Exercise requirements =>
Every line below that has the string "edges" needs to be copied.

** Opening Records supplied block **

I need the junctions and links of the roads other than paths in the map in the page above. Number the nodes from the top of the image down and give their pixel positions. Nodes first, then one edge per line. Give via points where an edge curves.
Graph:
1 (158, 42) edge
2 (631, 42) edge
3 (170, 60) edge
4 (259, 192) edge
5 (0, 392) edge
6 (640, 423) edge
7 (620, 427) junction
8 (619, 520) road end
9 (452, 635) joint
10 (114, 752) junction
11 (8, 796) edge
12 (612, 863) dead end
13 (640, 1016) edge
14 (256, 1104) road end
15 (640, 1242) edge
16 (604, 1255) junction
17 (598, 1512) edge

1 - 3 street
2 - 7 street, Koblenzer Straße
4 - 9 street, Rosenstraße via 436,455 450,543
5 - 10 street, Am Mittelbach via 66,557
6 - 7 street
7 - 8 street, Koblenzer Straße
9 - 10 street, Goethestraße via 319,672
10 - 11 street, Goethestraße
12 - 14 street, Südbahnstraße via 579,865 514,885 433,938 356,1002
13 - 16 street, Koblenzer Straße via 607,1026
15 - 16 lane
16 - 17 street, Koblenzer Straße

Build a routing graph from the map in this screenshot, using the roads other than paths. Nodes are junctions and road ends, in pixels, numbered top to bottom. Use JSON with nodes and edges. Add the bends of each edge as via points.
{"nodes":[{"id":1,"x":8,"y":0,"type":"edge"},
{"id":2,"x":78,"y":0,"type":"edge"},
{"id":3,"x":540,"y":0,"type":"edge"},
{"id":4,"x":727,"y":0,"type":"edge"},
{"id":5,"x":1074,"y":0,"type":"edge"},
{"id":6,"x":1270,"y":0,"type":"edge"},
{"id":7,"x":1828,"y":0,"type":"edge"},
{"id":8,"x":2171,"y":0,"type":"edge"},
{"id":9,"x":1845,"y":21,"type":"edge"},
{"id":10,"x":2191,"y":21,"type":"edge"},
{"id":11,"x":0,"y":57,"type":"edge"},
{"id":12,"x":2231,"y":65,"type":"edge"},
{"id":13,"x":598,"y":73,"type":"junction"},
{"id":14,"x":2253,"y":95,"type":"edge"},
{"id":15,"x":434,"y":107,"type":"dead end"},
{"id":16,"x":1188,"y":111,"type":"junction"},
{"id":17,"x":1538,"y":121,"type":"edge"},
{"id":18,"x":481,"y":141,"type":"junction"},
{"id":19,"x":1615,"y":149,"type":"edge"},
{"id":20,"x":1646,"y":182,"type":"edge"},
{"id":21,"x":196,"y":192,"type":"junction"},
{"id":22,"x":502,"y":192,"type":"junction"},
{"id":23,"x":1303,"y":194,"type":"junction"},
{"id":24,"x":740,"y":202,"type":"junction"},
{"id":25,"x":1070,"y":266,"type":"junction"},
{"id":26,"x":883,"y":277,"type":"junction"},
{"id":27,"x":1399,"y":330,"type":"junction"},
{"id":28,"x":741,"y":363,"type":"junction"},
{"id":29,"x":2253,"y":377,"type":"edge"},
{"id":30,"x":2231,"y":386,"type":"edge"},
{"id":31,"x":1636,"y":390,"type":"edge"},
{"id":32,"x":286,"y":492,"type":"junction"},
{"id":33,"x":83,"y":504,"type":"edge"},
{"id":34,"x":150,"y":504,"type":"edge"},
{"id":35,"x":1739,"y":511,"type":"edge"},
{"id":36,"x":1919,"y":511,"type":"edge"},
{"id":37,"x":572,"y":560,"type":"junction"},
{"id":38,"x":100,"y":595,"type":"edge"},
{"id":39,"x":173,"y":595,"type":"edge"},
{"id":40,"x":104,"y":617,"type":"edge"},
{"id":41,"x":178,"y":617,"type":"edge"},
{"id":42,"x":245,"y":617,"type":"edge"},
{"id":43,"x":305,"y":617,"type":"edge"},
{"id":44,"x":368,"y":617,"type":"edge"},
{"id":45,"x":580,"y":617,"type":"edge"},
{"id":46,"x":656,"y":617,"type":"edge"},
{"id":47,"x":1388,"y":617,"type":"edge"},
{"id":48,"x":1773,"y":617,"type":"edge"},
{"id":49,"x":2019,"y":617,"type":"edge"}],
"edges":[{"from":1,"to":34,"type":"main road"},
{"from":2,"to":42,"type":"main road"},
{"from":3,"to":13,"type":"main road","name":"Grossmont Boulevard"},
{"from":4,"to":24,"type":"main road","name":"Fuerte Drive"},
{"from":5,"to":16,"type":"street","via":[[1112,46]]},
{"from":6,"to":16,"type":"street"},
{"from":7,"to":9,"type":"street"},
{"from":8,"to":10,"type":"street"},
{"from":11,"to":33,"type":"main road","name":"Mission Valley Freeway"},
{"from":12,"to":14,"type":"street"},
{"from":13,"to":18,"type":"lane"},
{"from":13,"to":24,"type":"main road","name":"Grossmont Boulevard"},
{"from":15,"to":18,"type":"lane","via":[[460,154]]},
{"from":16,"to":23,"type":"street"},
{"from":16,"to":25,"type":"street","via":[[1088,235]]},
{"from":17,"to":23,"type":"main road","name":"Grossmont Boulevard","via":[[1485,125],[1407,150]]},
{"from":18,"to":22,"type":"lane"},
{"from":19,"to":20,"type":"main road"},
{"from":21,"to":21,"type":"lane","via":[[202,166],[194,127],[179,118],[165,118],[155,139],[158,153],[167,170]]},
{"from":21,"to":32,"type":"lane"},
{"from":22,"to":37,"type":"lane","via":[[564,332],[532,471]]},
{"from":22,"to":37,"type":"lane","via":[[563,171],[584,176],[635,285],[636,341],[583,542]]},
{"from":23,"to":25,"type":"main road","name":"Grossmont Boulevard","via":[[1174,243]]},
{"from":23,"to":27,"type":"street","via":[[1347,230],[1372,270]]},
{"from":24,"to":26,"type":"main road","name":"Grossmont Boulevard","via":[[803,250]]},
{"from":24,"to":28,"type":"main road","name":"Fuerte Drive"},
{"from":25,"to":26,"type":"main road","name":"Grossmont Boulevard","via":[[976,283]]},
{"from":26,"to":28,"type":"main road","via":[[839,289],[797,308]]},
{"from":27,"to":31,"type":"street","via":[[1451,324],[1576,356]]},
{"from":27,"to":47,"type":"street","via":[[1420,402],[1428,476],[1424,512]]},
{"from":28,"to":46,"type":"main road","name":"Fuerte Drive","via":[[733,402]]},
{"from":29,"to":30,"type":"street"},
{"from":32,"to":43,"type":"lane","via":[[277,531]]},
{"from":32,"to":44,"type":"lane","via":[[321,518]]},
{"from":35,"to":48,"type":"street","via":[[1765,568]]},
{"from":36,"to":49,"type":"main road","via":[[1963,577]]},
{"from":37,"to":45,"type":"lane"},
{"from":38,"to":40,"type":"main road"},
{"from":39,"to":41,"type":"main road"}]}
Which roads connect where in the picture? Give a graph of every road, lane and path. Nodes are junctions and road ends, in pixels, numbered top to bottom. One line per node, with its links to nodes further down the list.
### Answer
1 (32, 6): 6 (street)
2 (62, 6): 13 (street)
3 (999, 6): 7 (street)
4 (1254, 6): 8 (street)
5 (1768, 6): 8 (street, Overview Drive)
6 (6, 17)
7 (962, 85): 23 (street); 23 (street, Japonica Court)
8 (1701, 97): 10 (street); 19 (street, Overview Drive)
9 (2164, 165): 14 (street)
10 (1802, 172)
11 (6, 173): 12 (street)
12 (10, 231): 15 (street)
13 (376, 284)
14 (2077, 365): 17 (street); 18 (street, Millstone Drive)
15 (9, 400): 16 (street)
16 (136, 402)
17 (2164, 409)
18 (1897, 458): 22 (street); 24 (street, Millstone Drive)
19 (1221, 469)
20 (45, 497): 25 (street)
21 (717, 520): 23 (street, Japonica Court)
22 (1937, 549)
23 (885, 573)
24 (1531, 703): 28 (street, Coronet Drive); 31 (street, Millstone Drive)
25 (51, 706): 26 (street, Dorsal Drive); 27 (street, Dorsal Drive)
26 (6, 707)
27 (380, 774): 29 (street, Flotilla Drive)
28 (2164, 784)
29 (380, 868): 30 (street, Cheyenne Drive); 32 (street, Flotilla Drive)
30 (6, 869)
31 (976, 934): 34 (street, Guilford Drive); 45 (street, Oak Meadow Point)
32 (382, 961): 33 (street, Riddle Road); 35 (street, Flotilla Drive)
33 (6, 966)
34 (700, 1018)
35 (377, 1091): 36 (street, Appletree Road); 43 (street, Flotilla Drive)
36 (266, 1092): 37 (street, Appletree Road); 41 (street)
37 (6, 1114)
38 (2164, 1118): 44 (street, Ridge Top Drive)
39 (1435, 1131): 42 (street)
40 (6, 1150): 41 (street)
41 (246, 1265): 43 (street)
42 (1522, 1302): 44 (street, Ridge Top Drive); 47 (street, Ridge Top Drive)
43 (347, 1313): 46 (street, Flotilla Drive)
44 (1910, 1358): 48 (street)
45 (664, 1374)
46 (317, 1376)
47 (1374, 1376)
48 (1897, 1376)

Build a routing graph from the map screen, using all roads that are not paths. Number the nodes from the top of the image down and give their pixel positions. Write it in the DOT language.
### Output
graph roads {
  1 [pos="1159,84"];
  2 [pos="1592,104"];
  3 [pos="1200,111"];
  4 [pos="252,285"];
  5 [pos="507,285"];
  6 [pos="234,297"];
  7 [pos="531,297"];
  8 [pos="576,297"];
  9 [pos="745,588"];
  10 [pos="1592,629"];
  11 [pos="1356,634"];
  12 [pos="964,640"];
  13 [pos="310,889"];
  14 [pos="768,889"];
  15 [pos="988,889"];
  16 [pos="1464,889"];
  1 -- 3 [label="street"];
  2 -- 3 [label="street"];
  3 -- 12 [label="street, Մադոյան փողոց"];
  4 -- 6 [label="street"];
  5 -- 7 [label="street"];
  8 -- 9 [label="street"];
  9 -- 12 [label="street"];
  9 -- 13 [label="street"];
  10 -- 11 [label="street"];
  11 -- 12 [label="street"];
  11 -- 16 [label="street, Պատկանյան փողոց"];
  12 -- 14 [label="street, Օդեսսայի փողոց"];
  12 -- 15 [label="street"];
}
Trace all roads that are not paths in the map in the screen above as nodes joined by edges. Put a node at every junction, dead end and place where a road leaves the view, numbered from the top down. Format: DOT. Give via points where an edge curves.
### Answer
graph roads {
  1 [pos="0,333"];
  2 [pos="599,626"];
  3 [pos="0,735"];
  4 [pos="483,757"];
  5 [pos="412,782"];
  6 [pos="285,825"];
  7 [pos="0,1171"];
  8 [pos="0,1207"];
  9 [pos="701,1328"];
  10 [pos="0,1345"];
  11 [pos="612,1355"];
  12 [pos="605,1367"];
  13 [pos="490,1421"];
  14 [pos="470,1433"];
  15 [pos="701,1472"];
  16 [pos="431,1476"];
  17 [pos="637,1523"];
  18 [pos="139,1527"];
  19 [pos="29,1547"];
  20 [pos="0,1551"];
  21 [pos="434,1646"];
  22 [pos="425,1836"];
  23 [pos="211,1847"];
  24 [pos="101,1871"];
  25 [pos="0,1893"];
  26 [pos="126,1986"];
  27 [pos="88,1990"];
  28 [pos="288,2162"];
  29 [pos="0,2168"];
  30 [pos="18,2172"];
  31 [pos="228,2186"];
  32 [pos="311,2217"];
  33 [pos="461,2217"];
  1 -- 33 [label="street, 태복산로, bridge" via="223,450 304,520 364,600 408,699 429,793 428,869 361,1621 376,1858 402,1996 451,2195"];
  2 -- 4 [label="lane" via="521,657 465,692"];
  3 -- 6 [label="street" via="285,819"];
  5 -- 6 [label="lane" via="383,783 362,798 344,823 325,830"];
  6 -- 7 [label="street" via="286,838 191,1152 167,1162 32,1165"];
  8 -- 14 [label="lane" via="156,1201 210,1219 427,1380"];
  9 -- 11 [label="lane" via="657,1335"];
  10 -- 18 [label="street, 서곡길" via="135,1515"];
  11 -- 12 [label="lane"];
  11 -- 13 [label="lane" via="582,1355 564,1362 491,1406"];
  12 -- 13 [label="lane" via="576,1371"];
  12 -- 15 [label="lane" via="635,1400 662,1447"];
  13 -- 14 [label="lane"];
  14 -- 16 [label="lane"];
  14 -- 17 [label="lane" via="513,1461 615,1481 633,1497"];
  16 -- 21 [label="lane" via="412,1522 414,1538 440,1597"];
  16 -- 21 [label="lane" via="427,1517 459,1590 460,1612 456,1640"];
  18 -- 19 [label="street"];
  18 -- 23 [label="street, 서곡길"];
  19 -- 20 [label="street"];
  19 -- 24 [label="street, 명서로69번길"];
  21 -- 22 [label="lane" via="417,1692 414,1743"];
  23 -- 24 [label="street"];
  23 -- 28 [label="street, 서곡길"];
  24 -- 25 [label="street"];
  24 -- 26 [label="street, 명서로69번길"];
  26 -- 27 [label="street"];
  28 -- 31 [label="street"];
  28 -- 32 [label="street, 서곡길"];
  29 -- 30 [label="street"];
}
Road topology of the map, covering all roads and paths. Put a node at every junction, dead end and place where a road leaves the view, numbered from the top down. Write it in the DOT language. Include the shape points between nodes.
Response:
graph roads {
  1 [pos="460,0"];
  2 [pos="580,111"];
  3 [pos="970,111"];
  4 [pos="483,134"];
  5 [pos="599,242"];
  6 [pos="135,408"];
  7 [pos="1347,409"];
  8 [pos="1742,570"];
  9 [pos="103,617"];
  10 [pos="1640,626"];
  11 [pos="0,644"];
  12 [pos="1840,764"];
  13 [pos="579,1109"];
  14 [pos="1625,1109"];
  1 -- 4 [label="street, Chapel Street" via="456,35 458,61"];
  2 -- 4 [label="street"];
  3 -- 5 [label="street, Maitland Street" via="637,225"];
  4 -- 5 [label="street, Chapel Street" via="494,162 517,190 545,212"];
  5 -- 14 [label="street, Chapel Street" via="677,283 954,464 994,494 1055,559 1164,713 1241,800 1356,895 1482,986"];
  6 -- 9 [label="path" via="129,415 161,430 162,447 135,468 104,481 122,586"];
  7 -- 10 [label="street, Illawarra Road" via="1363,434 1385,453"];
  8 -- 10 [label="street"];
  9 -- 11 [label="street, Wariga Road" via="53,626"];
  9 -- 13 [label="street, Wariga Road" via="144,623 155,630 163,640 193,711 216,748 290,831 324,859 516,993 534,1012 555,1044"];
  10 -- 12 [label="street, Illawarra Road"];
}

** Closing Records supplied block **

Output below =>
Build a routing graph from the map in this screenshot, using the roads other than paths. Nodes are junctions and road ends, in pixels, numbered top to bottom. Use JSON with nodes and edges. Add the bends of each edge as via points.
"edges":[{"from":1,"to":34,"type":"main road"},
Trace all roads that are not paths in the map in the screen above as nodes joined by edges. Put a node at every junction, dead end and place where a road leaves the view, numbered from the top down. Format: DOT. Give via points where an edge curves.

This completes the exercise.